Work to complete: Omit the pictures, then reproduce every remaining record exactly.

Dataset entries:
________________

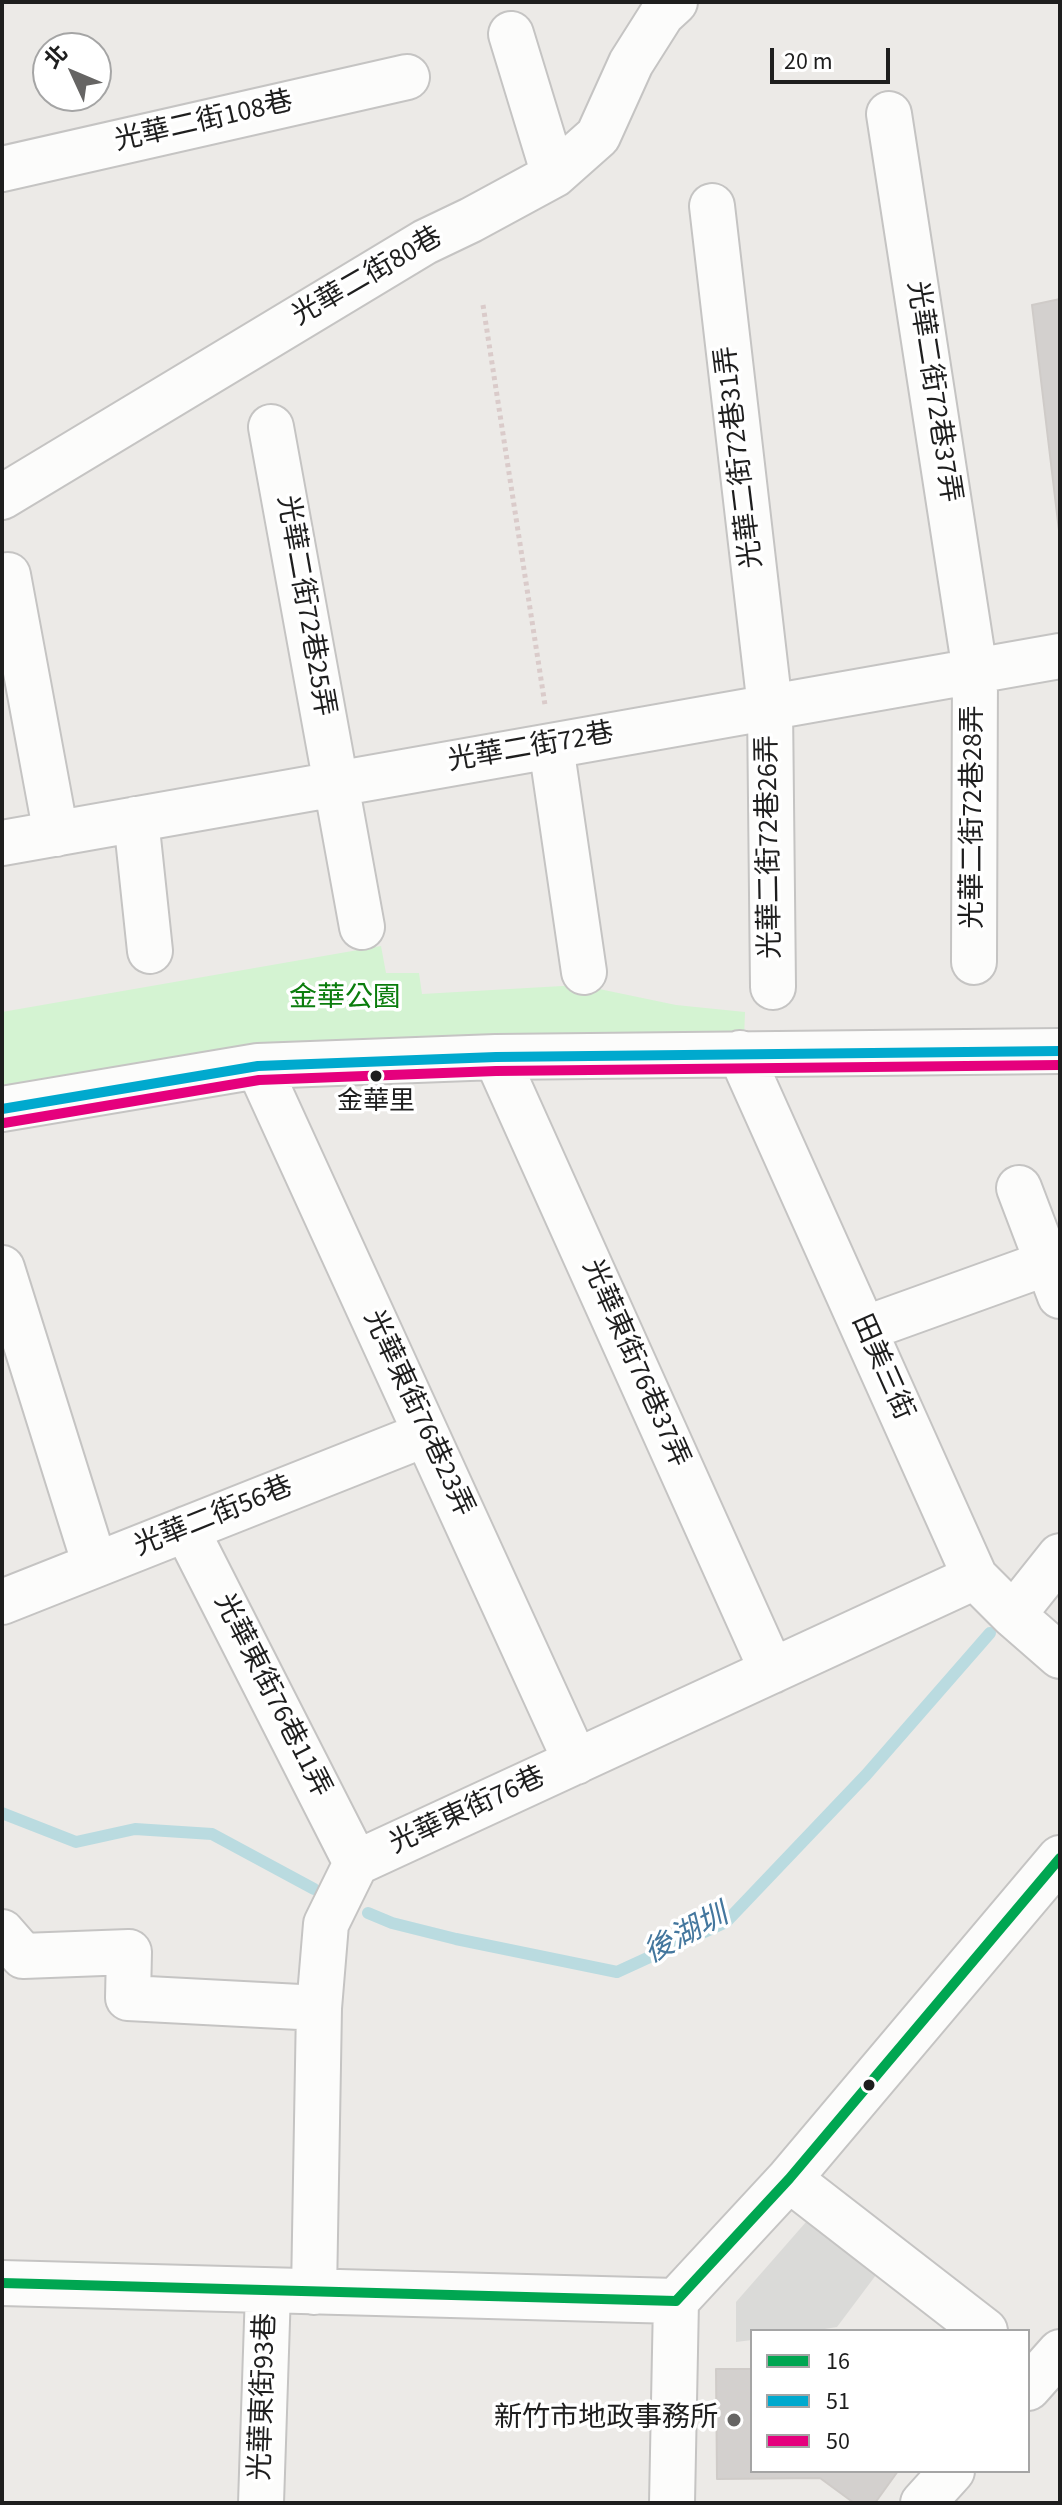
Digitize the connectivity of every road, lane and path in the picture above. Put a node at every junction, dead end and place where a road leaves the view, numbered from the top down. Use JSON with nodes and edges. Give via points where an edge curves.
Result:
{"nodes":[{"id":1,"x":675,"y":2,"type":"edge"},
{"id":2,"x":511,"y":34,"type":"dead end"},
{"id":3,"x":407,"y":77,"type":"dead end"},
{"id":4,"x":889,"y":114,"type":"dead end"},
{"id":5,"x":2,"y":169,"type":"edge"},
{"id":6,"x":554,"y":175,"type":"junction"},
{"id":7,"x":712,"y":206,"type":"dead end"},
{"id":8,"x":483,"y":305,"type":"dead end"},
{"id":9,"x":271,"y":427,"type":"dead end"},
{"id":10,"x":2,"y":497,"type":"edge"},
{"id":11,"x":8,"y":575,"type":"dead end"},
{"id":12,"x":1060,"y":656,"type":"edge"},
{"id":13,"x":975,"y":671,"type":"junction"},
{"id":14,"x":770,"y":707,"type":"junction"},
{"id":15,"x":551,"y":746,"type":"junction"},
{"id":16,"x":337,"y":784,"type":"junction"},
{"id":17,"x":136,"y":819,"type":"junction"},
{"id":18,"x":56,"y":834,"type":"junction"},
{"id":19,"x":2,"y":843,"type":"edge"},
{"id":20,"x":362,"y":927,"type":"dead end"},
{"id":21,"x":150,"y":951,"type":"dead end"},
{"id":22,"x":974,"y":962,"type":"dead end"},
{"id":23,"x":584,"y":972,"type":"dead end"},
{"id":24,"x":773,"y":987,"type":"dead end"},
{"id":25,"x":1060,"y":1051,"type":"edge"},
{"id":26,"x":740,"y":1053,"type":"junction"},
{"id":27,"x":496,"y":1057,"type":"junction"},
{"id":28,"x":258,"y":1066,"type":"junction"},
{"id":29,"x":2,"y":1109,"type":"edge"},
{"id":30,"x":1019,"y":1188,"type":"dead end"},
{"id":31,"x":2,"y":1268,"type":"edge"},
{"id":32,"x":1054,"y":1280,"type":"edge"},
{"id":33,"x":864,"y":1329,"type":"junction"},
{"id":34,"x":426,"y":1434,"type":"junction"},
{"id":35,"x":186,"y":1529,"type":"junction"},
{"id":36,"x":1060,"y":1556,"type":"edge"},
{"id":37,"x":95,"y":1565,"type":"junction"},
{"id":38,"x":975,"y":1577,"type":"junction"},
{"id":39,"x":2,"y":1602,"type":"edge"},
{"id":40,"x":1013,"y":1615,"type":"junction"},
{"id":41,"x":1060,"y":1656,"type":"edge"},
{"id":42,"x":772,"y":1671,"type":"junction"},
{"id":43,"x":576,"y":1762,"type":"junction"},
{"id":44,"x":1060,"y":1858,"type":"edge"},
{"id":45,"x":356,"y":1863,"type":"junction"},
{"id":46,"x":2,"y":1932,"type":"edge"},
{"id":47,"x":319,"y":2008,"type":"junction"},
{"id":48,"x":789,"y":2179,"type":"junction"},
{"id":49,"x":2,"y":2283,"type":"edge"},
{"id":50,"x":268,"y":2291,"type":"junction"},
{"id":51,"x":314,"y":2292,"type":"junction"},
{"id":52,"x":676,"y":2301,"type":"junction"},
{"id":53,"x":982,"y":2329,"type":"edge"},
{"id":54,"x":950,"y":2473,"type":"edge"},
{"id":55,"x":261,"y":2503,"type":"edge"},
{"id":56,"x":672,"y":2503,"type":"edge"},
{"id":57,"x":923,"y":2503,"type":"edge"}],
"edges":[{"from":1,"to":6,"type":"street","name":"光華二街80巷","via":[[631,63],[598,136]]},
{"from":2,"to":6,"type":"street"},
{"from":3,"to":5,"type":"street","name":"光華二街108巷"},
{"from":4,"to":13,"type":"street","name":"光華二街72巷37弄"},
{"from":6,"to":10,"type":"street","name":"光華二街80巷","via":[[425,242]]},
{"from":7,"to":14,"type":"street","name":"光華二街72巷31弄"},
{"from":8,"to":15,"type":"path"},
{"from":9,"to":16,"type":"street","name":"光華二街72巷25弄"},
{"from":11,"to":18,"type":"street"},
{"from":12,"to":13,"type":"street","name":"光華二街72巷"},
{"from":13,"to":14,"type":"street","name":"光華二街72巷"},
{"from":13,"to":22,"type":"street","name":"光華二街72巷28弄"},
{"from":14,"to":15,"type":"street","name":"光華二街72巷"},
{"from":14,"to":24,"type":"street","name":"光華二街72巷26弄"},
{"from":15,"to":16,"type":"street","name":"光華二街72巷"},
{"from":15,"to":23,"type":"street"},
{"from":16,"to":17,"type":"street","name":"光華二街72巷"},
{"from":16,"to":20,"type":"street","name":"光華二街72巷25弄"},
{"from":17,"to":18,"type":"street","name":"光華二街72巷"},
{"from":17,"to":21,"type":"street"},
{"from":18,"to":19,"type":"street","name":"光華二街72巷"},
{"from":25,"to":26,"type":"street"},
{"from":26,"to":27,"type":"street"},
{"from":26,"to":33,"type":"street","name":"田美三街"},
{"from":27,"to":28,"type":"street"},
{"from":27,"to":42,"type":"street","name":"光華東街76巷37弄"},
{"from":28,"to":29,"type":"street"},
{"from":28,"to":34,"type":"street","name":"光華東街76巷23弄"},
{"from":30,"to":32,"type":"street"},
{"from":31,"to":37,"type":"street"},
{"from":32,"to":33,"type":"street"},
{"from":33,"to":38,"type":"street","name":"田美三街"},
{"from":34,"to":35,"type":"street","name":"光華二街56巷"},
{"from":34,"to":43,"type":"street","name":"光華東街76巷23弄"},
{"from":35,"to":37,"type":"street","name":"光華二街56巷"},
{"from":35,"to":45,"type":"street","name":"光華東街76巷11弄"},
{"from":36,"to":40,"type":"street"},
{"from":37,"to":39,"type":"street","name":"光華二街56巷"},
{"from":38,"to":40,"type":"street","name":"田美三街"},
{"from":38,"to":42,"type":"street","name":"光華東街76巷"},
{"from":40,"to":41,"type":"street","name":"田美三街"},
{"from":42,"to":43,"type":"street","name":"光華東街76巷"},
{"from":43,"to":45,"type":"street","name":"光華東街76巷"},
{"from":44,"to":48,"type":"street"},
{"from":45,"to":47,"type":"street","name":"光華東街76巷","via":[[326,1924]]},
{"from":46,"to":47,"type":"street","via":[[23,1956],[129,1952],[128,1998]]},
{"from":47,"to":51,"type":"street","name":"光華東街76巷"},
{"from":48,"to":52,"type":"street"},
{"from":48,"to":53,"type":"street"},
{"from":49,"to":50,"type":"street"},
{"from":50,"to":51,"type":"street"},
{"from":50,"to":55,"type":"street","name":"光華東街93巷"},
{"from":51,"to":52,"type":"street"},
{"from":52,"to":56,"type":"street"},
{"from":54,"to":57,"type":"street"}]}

________________

Response to this exercise:
Digitize the connectivity of every road, lane and path in the picture above. Put a node at every junction, dead end and place where a road leaves the view, numbered from the top down. Use JSON with nodes and edges. Give via points where an edge curves.
Result:
{"nodes":[{"id":1,"x":675,"y":2,"type":"edge"},
{"id":2,"x":511,"y":34,"type":"dead end"},
{"id":3,"x":407,"y":77,"type":"dead end"},
{"id":4,"x":889,"y":114,"type":"dead end"},
{"id":5,"x":2,"y":169,"type":"edge"},
{"id":6,"x":554,"y":175,"type":"junction"},
{"id":7,"x":712,"y":206,"type":"dead end"},
{"id":8,"x":483,"y":305,"type":"dead end"},
{"id":9,"x":271,"y":427,"type":"dead end"},
{"id":10,"x":2,"y":497,"type":"edge"},
{"id":11,"x":8,"y":575,"type":"dead end"},
{"id":12,"x":1060,"y":656,"type":"edge"},
{"id":13,"x":975,"y":671,"type":"junction"},
{"id":14,"x":770,"y":707,"type":"junction"},
{"id":15,"x":551,"y":746,"type":"junction"},
{"id":16,"x":337,"y":784,"type":"junction"},
{"id":17,"x":136,"y":819,"type":"junction"},
{"id":18,"x":56,"y":834,"type":"junction"},
{"id":19,"x":2,"y":843,"type":"edge"},
{"id":20,"x":362,"y":927,"type":"dead end"},
{"id":21,"x":150,"y":951,"type":"dead end"},
{"id":22,"x":974,"y":962,"type":"dead end"},
{"id":23,"x":584,"y":972,"type":"dead end"},
{"id":24,"x":773,"y":987,"type":"dead end"},
{"id":25,"x":1060,"y":1051,"type":"edge"},
{"id":26,"x":740,"y":1053,"type":"junction"},
{"id":27,"x":496,"y":1057,"type":"junction"},
{"id":28,"x":258,"y":1066,"type":"junction"},
{"id":29,"x":2,"y":1109,"type":"edge"},
{"id":30,"x":1019,"y":1188,"type":"dead end"},
{"id":31,"x":2,"y":1268,"type":"edge"},
{"id":32,"x":1054,"y":1280,"type":"edge"},
{"id":33,"x":864,"y":1329,"type":"junction"},
{"id":34,"x":426,"y":1434,"type":"junction"},
{"id":35,"x":186,"y":1529,"type":"junction"},
{"id":36,"x":1060,"y":1556,"type":"edge"},
{"id":37,"x":95,"y":1565,"type":"junction"},
{"id":38,"x":975,"y":1577,"type":"junction"},
{"id":39,"x":2,"y":1602,"type":"edge"},
{"id":40,"x":1013,"y":1615,"type":"junction"},
{"id":41,"x":1060,"y":1656,"type":"edge"},
{"id":42,"x":772,"y":1671,"type":"junction"},
{"id":43,"x":576,"y":1762,"type":"junction"},
{"id":44,"x":1060,"y":1858,"type":"edge"},
{"id":45,"x":356,"y":1863,"type":"junction"},
{"id":46,"x":2,"y":1932,"type":"edge"},
{"id":47,"x":319,"y":2008,"type":"junction"},
{"id":48,"x":789,"y":2179,"type":"junction"},
{"id":49,"x":2,"y":2283,"type":"edge"},
{"id":50,"x":268,"y":2291,"type":"junction"},
{"id":51,"x":314,"y":2292,"type":"junction"},
{"id":52,"x":676,"y":2301,"type":"junction"},
{"id":53,"x":982,"y":2329,"type":"edge"},
{"id":54,"x":950,"y":2473,"type":"edge"},
{"id":55,"x":261,"y":2503,"type":"edge"},
{"id":56,"x":672,"y":2503,"type":"edge"},
{"id":57,"x":923,"y":2503,"type":"edge"}],
"edges":[{"from":1,"to":6,"type":"street","name":"光華二街80巷","via":[[631,63],[598,136]]},
{"from":2,"to":6,"type":"street"},
{"from":3,"to":5,"type":"street","name":"光華二街108巷"},
{"from":4,"to":13,"type":"street","name":"光華二街72巷37弄"},
{"from":6,"to":10,"type":"street","name":"光華二街80巷","via":[[425,242]]},
{"from":7,"to":14,"type":"street","name":"光華二街72巷31弄"},
{"from":8,"to":15,"type":"path"},
{"from":9,"to":16,"type":"street","name":"光華二街72巷25弄"},
{"from":11,"to":18,"type":"street"},
{"from":12,"to":13,"type":"street","name":"光華二街72巷"},
{"from":13,"to":14,"type":"street","name":"光華二街72巷"},
{"from":13,"to":22,"type":"street","name":"光華二街72巷28弄"},
{"from":14,"to":15,"type":"street","name":"光華二街72巷"},
{"from":14,"to":24,"type":"street","name":"光華二街72巷26弄"},
{"from":15,"to":16,"type":"street","name":"光華二街72巷"},
{"from":15,"to":23,"type":"street"},
{"from":16,"to":17,"type":"street","name":"光華二街72巷"},
{"from":16,"to":20,"type":"street","name":"光華二街72巷25弄"},
{"from":17,"to":18,"type":"street","name":"光華二街72巷"},
{"from":17,"to":21,"type":"street"},
{"from":18,"to":19,"type":"street","name":"光華二街72巷"},
{"from":25,"to":26,"type":"street"},
{"from":26,"to":27,"type":"street"},
{"from":26,"to":33,"type":"street","name":"田美三街"},
{"from":27,"to":28,"type":"street"},
{"from":27,"to":42,"type":"street","name":"光華東街76巷37弄"},
{"from":28,"to":29,"type":"street"},
{"from":28,"to":34,"type":"street","name":"光華東街76巷23弄"},
{"from":30,"to":32,"type":"street"},
{"from":31,"to":37,"type":"street"},
{"from":32,"to":33,"type":"street"},
{"from":33,"to":38,"type":"street","name":"田美三街"},
{"from":34,"to":35,"type":"street","name":"光華二街56巷"},
{"from":34,"to":43,"type":"street","name":"光華東街76巷23弄"},
{"from":35,"to":37,"type":"street","name":"光華二街56巷"},
{"from":35,"to":45,"type":"street","name":"光華東街76巷11弄"},
{"from":36,"to":40,"type":"street"},
{"from":37,"to":39,"type":"street","name":"光華二街56巷"},
{"from":38,"to":40,"type":"street","name":"田美三街"},
{"from":38,"to":42,"type":"street","name":"光華東街76巷"},
{"from":40,"to":41,"type":"street","name":"田美三街"},
{"from":42,"to":43,"type":"street","name":"光華東街76巷"},
{"from":43,"to":45,"type":"street","name":"光華東街76巷"},
{"from":44,"to":48,"type":"street"},
{"from":45,"to":47,"type":"street","name":"光華東街76巷","via":[[326,1924]]},
{"from":46,"to":47,"type":"street","via":[[23,1956],[129,1952],[128,1998]]},
{"from":47,"to":51,"type":"street","name":"光華東街76巷"},
{"from":48,"to":52,"type":"street"},
{"from":48,"to":53,"type":"street"},
{"from":49,"to":50,"type":"street"},
{"from":50,"to":51,"type":"street"},
{"from":50,"to":55,"type":"street","name":"光華東街93巷"},
{"from":51,"to":52,"type":"street"},
{"from":52,"to":56,"type":"street"},
{"from":54,"to":57,"type":"street"}]}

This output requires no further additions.